The raw data contains a maximum of 31 days of betting data per player, therefore the analytic data set cannot be completely reproduced using the raw data alone, hence the original analytic data will be taken forward as opposed to an exactly replicated data set.

This means that as we cannot compute the measures exactly, the next best thing is to verify the accuracy of the clustering described in the paper, we can do this using the k_means functions from gamba's clustering module;

This next cell aims to recreate the k-means method described on page 3 of the paper, under the heading Statistical analysis;

standardised_measures_table = gb.measures.standardise_measures_table(original_analysis)

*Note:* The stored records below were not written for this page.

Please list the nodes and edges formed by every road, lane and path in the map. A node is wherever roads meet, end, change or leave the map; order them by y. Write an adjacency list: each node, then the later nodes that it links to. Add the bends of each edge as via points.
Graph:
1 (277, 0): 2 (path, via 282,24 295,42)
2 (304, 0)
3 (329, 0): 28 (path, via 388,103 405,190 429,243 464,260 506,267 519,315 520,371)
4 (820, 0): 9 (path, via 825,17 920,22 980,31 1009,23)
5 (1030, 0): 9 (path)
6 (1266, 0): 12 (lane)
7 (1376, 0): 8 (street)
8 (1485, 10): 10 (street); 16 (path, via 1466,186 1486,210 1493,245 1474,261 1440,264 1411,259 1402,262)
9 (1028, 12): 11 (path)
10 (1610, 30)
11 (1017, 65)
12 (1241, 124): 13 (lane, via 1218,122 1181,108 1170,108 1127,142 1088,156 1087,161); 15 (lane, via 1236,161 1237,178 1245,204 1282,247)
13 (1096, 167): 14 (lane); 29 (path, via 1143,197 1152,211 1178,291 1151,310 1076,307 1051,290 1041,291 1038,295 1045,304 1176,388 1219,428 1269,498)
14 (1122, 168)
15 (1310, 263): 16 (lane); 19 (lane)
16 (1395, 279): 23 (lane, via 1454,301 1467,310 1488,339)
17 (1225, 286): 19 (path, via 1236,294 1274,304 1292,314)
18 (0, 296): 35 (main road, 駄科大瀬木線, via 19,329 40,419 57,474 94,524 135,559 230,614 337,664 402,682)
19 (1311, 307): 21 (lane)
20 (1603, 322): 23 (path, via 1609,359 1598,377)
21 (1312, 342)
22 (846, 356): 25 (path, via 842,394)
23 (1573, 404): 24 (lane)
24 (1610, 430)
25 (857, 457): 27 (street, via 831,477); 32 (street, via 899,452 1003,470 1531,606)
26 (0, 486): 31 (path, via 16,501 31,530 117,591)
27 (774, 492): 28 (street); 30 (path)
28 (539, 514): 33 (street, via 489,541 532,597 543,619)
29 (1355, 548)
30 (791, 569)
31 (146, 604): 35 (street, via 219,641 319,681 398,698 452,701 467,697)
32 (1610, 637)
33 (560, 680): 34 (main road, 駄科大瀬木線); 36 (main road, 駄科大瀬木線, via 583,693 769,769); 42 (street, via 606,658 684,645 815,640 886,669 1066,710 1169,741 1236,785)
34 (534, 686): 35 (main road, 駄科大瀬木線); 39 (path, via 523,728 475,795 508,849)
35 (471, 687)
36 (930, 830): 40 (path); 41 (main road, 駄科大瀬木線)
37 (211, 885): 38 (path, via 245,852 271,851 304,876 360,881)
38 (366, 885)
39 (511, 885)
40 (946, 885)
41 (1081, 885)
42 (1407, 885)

clustered_data = gb.machine_learning.k_means(standardised_measures_table, clusters=4, data_only=True)

gb.machine_learning.describe_clusters(clustered_data)
n=378 n=110 n=13 n=29
cluster_centroid
intensity -0.369099 0.993864 0.979338 0.602167
frequency -0.406867 0.978256 0.850219 1.211546
variability -0.255534 0.142271 4.409441 0.814460
trajectory -0.022931 0.133540 -0.076290 -0.173440
sum_of_stakes -0.305971 0.143319 0.914156 3.034755
total_num_bets -0.320316 0.487507 0.046568 2.305120
average_bet_size -0.159732 -0.068494 3.206291 0.904531
duration -0.219289 0.532655 -0.159865 0.909564
net_loss -0.275880 0.066042 0.406459 3.163248
cluster 0.000000 1.000000 2.000000 3.000000

The random initialisation of the k-means algorithm means that it is unlikely to exactly reproduce any previous k-means clusters on the data. This is a problem for exact replication, but, we can be sure that the algorithm is being applied and that clusters are being identified based on the descriptions above.

Note: this can be fixed by seeding probabilistic algorithms in the future!

What to do with this information is the next question, and as the raw data to analytic data attempt above showed some discrepancies, it's impossible to exactly replicate this particular study (as with other types of probabilistic analyses).